The goal of this clinical research study is to find the highest tolerable dose of LOC-paclitaxel when given to patients with metastatic melanoma. The safety of this drug and if it can control the disease is also being studied.

The purpose of this study is to determine if the combination of everolimus and imatinib will slow the growth of or cause a reduction in the size of the cancer, and to determine the side effects of the combination in patients with melanoma. Each of the drugs in this combination, if used alone, would not be expected to have an effect against the cancer. However, when used together, there is a possibility that they could work together to damage the cancer cells, or to block the formation or function of the blood vessels that feed the cancer, either of which could result in slowing the growth of or shrinking the cancer. Both drugs work by blocking signals that are sent from outside of a cell to the inside of the cell that direct the cell to make certain substances to keep the cell alive. Cancer cells or blood vessels that feed cancer cells may be more sensitive to drugs that block these signals.

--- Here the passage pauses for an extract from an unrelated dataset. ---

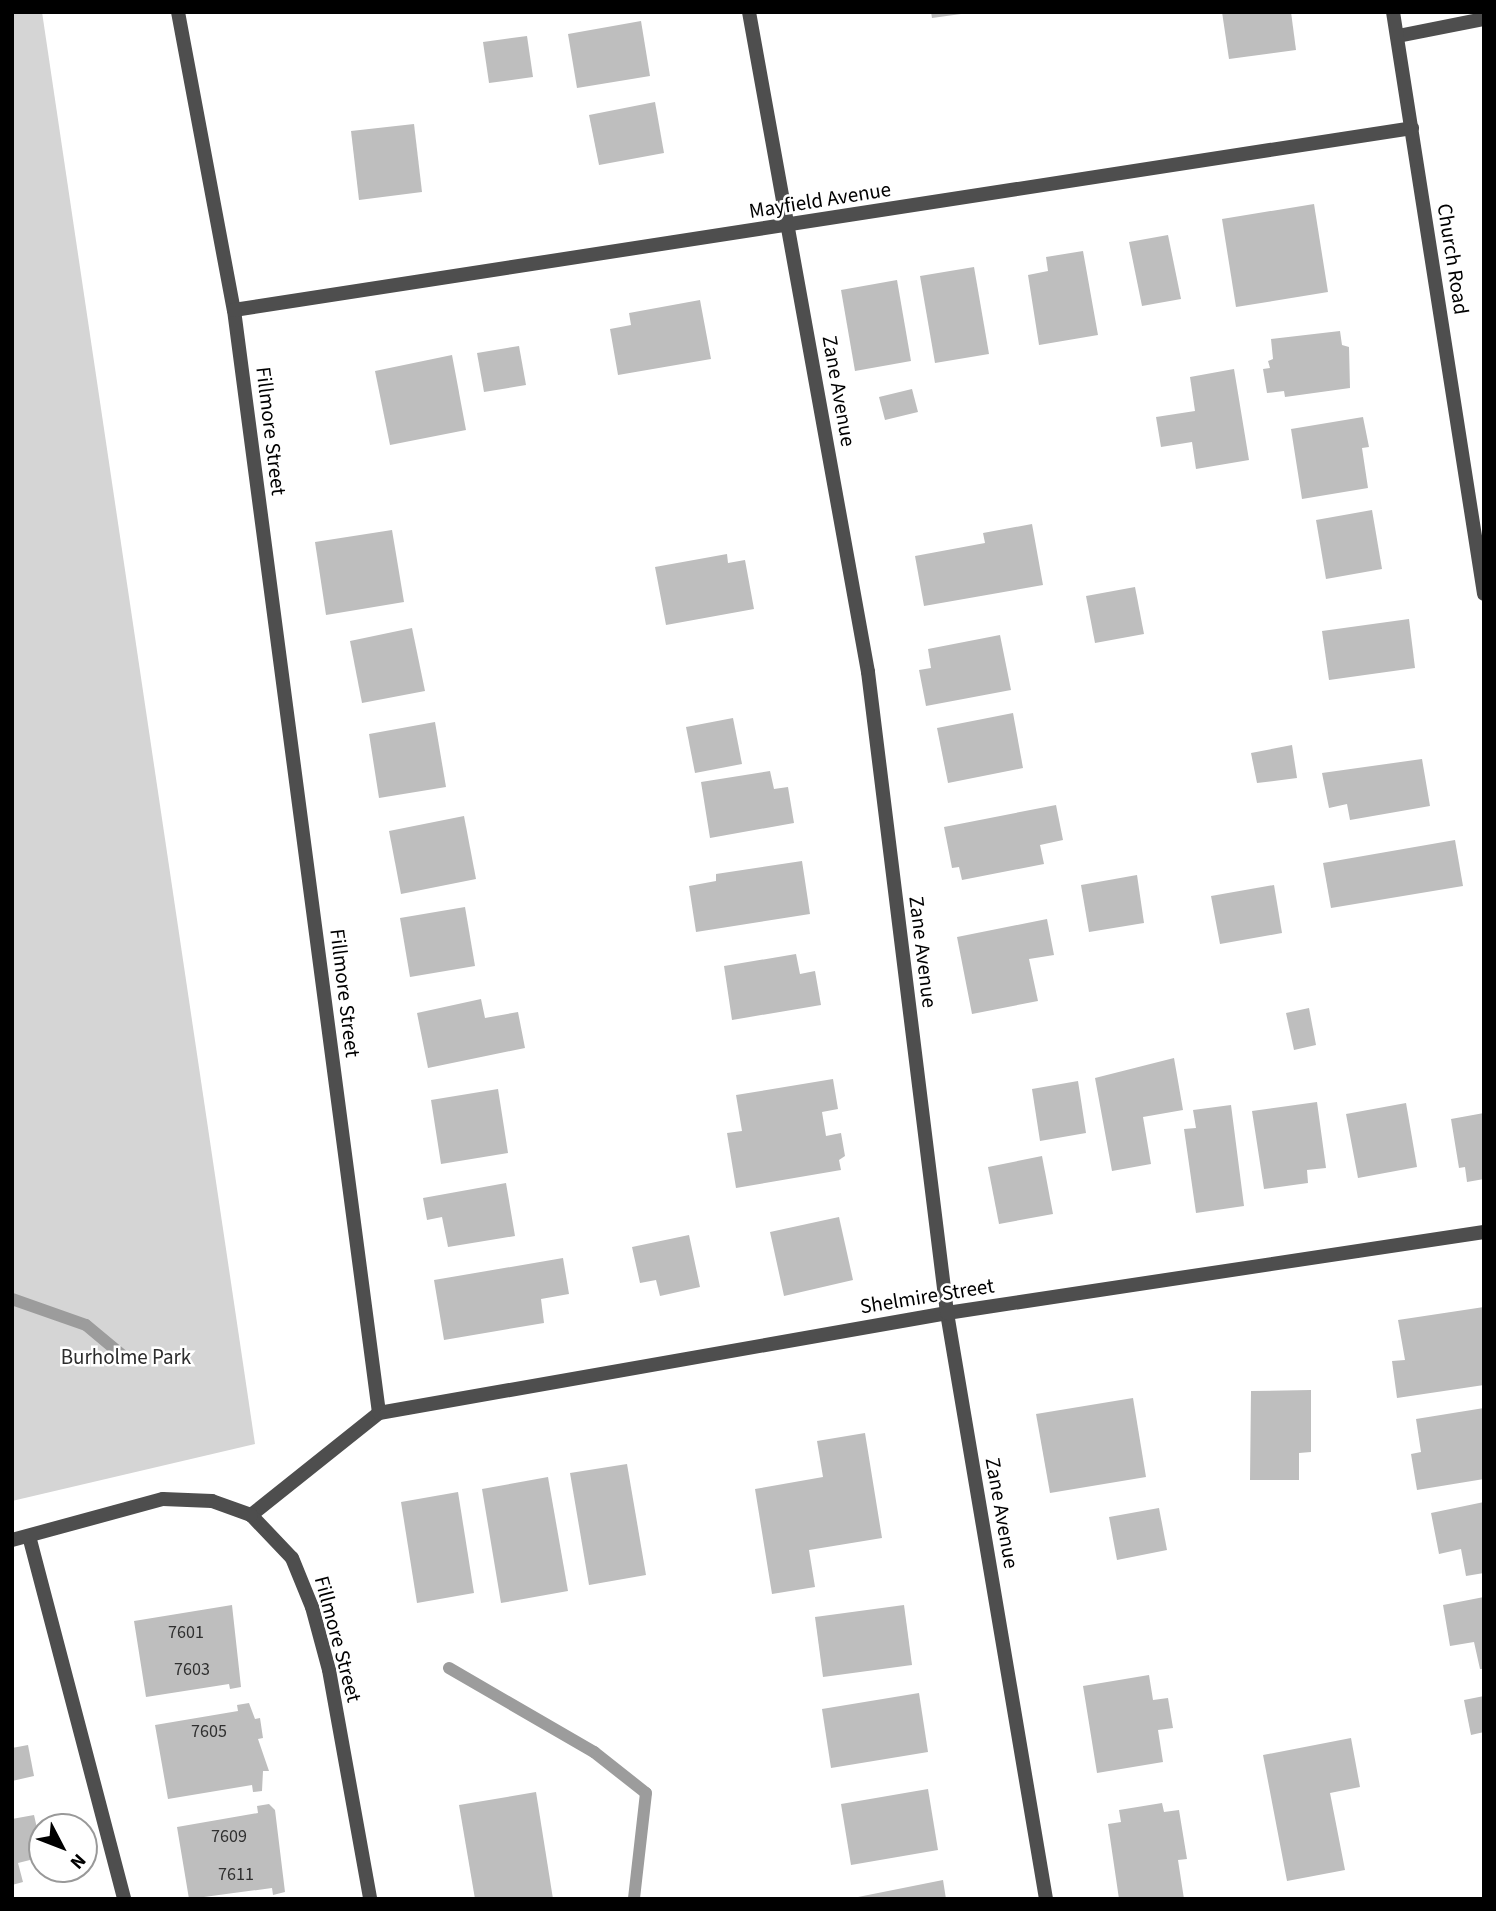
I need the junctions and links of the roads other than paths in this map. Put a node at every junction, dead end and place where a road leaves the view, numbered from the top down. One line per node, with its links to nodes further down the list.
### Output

Background: gp100 is a protein that is often found in melanoma tumors. An experimental procedure developed for treating patients with melanoma uses anti-gp100 cells designed to destroy their tumors. The anti-gp100 cells are created in the laboratory using the patient's own tumor cells or blood cells. The treatment procedure also uses a vaccine called plaque purified canarypox vector (ALVAC) gp100, made from a virus that ordinarily infects canaries and is modified to carry a copy of the gp100 gene. The virus cannot reproduce in mammals, so it cannot cause disease in humans. When the vaccine is injected into a patient, it stimulates cells in the immune system that may increase the efficiency of the anti gp 100 cells. Objectives: -To evaluate the safety and effectiveness of anti-gp100 cells and the ALVAC gp100 vaccine in treating patients with advanced melanoma. Eligibility: -Patients with metastatic melanoma for whom standard treatments have not been effective. Design: Patients undergo scans, x-rays and other tests and leukapheresis to obtain white cells for laboratory treatment. Patients have 7 days of chemotherapy to prepare the immune system for receiving the gp100 cells. Patients receive the ALVAC vaccine, anti-gp100 cells and interleukin-2 (IL-2) (an approved treatment for advanced melanoma). The anti gp100 cells are given as an infusion through a vein. The vaccine is given as injections just before the infusion of gp100 cells and again 2 weeks later. IL-2 is given as a 15-minute infusion every 8 hours for up to 5 days after the cell infusion for a maximum of 15 doses. After hospital discharge, patients return to the clinic for periodic follow-up with a physical examination, review of treatment side effects, laboratory tests and scans every 1 to 6 months.

RATIONALE: Specialized radiation therapy that delivers a high dose of radiation directly to the tumor may kill more tumor cells and cause less damage to normal tissue. PURPOSE: This phase II trial is studying how well conformal radiation therapy works in treating patients with metastatic cancer outside the brain.

This study is being done to evaluate the safety and the clinical activity of MAGE-A3 Antigen-Specific Cancer Immunotherapeutic in patients with unresectable and progressive metastatic cutaneous melanoma.